-- Your task --
With the pictures excluded, reproduce all of the data exactly.

Saved data entries

* * * *

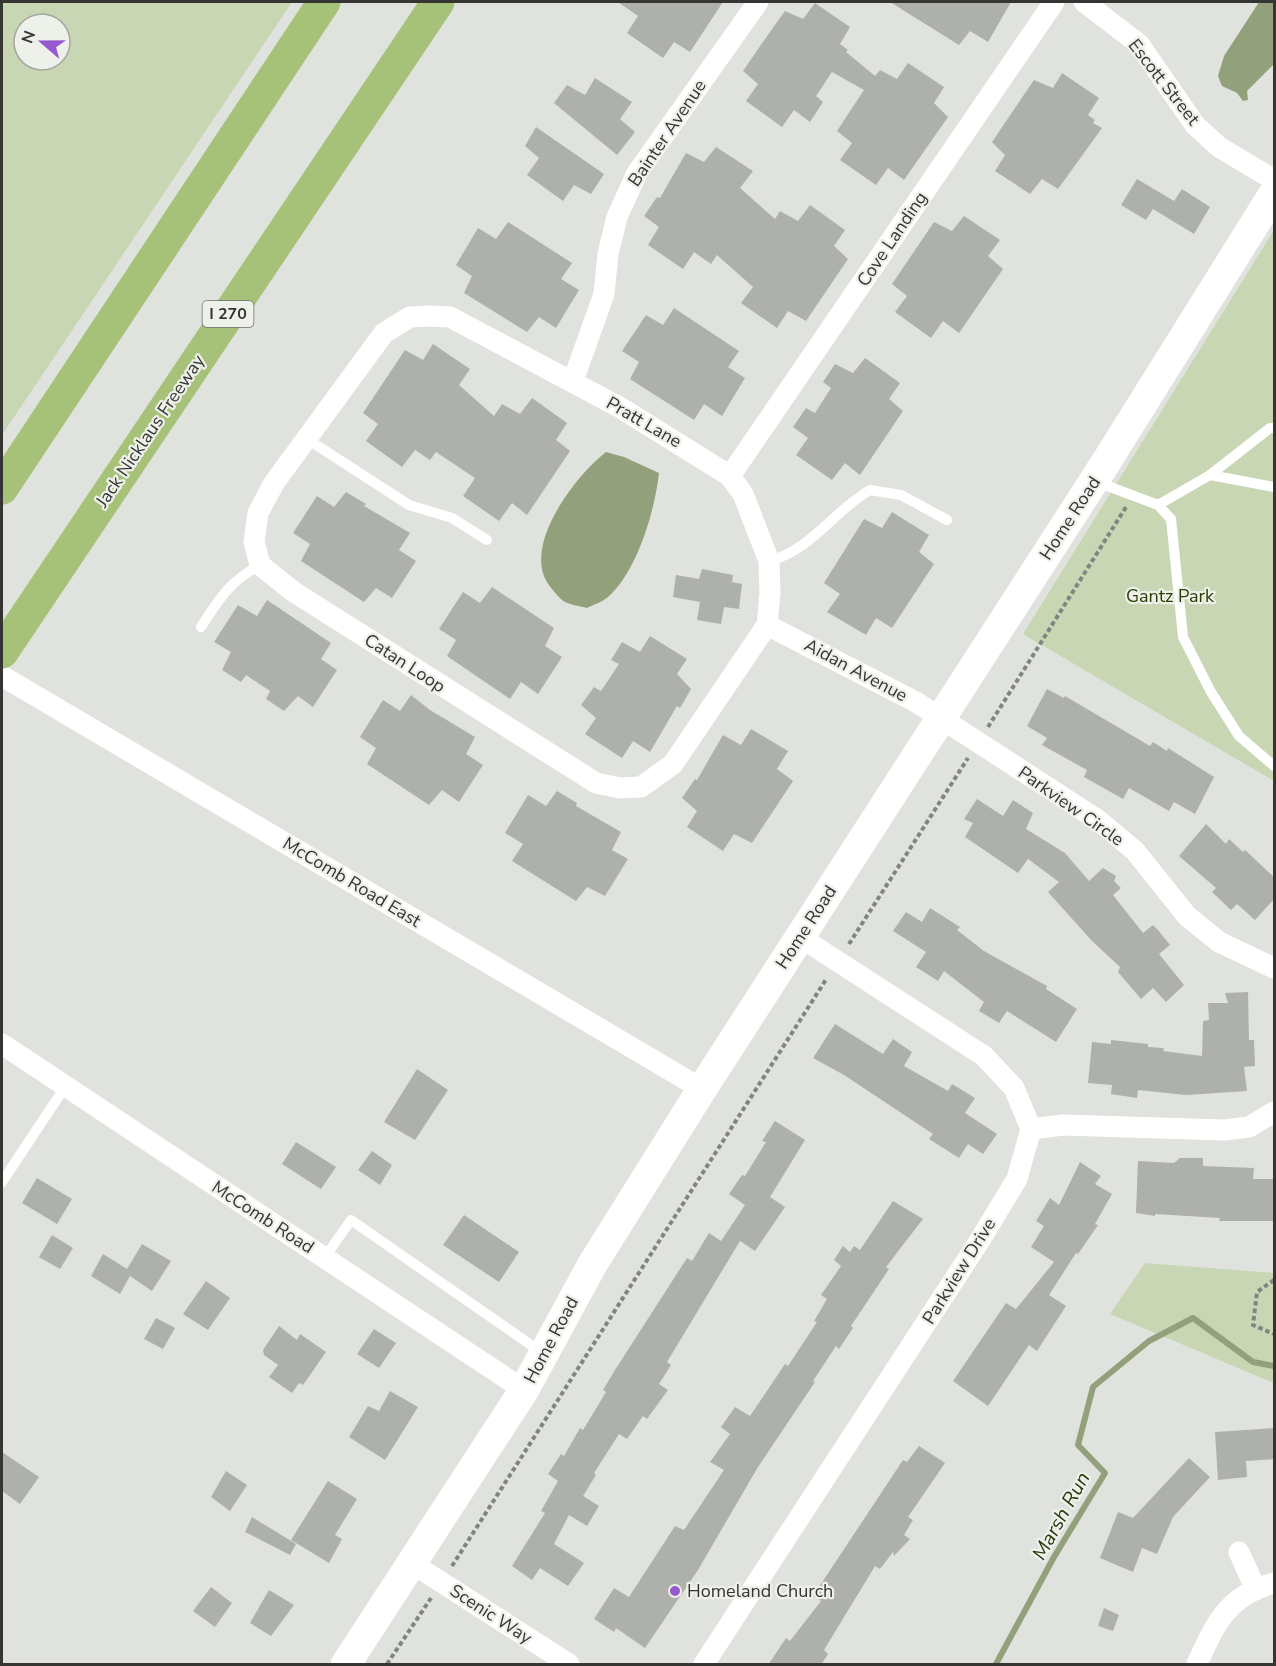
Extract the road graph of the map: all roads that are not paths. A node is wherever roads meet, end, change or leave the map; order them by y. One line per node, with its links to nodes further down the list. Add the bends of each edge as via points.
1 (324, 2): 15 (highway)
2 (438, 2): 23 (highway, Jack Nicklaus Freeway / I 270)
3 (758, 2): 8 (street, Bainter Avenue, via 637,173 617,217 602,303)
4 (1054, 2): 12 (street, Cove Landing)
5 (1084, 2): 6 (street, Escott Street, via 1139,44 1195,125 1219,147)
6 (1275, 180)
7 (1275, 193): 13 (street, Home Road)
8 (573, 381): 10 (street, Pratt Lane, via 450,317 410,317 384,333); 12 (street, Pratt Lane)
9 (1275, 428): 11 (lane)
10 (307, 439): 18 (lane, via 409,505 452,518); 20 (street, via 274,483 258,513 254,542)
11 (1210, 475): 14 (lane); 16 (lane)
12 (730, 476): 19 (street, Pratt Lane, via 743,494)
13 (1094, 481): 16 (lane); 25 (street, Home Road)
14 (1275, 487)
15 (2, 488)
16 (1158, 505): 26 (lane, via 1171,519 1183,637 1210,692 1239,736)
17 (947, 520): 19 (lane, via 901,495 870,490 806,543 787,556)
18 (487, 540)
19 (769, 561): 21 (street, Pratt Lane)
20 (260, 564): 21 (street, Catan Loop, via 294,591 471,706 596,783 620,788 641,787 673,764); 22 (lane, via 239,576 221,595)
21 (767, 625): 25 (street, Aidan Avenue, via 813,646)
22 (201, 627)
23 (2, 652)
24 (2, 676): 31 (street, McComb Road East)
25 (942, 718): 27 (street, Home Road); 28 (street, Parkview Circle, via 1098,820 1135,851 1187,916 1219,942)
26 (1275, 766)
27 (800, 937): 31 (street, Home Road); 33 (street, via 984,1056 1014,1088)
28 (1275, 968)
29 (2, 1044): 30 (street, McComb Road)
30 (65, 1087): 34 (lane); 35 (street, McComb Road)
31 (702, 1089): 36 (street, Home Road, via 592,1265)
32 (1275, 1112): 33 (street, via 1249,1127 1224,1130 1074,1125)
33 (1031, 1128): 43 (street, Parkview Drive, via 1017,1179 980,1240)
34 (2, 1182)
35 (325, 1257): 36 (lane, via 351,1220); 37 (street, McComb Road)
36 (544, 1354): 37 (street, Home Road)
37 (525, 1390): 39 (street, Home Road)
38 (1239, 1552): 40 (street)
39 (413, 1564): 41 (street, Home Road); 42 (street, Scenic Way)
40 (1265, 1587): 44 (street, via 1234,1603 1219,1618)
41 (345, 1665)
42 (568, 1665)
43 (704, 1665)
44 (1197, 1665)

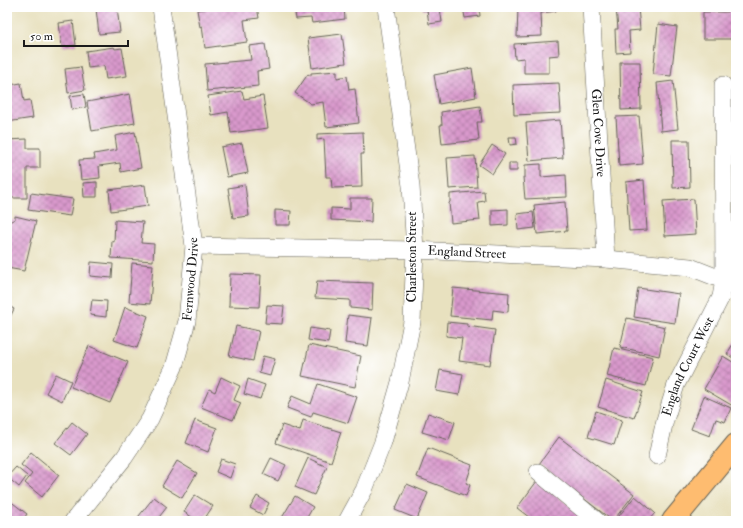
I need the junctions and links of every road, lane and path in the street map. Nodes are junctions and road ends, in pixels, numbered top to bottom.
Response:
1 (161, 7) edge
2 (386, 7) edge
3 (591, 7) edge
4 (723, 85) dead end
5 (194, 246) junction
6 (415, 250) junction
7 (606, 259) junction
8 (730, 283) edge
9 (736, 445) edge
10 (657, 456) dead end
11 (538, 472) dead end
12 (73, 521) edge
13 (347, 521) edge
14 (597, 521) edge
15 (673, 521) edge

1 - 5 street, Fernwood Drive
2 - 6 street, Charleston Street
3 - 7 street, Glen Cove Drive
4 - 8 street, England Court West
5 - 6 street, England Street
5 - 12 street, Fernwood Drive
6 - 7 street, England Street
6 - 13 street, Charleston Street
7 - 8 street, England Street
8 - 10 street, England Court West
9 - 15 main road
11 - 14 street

* * * *

-- Solution --
Extract the road graph of the map: all roads that are not paths. A node is wherever roads meet, end, change or leave the map; order them by y. One line per node, with its links to nodes further down the list. Add the bends of each edge as via points.
1 (324, 2): 15 (highway)
2 (438, 2): 23 (highway, Jack Nicklaus Freeway / I 270)
3 (758, 2): 8 (street, Bainter Avenue, via 637,173 617,217 602,303)
4 (1054, 2): 12 (street, Cove Landing)
5 (1084, 2): 6 (street, Escott Street, via 1139,44 1195,125 1219,147)
6 (1275, 180)
7 (1275, 193): 13 (street, Home Road)
8 (573, 381): 10 (street, Pratt Lane, via 450,317 410,317 384,333); 12 (street, Pratt Lane)
9 (1275, 428): 11 (lane)
10 (307, 439): 18 (lane, via 409,505 452,518); 20 (street, via 274,483 258,513 254,542)
11 (1210, 475): 14 (lane); 16 (lane)
12 (730, 476): 19 (street, Pratt Lane, via 743,494)
13 (1094, 481): 16 (lane); 25 (street, Home Road)
14 (1275, 487)
15 (2, 488)
16 (1158, 505): 26 (lane, via 1171,519 1183,637 1210,692 1239,736)
17 (947, 520): 19 (lane, via 901,495 870,490 806,543 787,556)
18 (487, 540)
19 (769, 561): 21 (street, Pratt Lane)
20 (260, 564): 21 (street, Catan Loop, via 294,591 471,706 596,783 620,788 641,787 673,764); 22 (lane, via 239,576 221,595)
21 (767, 625): 25 (street, Aidan Avenue, via 813,646)
22 (201, 627)
23 (2, 652)
24 (2, 676): 31 (street, McComb Road East)
25 (942, 718): 27 (street, Home Road); 28 (street, Parkview Circle, via 1098,820 1135,851 1187,916 1219,942)
26 (1275, 766)
27 (800, 937): 31 (street, Home Road); 33 (street, via 984,1056 1014,1088)
28 (1275, 968)
29 (2, 1044): 30 (street, McComb Road)
30 (65, 1087): 34 (lane); 35 (street, McComb Road)
31 (702, 1089): 36 (street, Home Road, via 592,1265)
32 (1275, 1112): 33 (street, via 1249,1127 1224,1130 1074,1125)
33 (1031, 1128): 43 (street, Parkview Drive, via 1017,1179 980,1240)
34 (2, 1182)
35 (325, 1257): 36 (lane, via 351,1220); 37 (street, McComb Road)
36 (544, 1354): 37 (street, Home Road)
37 (525, 1390): 39 (street, Home Road)
38 (1239, 1552): 40 (street)
39 (413, 1564): 41 (street, Home Road); 42 (street, Scenic Way)
40 (1265, 1587): 44 (street, via 1234,1603 1219,1618)
41 (345, 1665)
42 (568, 1665)
43 (704, 1665)
44 (1197, 1665)

I need the junctions and links of every road, lane and path in the street map. Nodes are junctions and road ends, in pixels, numbered top to bottom.
Response:
1 (161, 7) edge
2 (386, 7) edge
3 (591, 7) edge
4 (723, 85) dead end
5 (194, 246) junction
6 (415, 250) junction
7 (606, 259) junction
8 (730, 283) edge
9 (736, 445) edge
10 (657, 456) dead end
11 (538, 472) dead end
12 (73, 521) edge
13 (347, 521) edge
14 (597, 521) edge
15 (673, 521) edge

1 - 5 street, Fernwood Drive
2 - 6 street, Charleston Street
3 - 7 street, Glen Cove Drive
4 - 8 street, England Court West
5 - 6 street, England Street
5 - 12 street, Fernwood Drive
6 - 7 street, England Street
6 - 13 street, Charleston Street
7 - 8 street, England Street
8 - 10 street, England Court West
9 - 15 main road
11 - 14 street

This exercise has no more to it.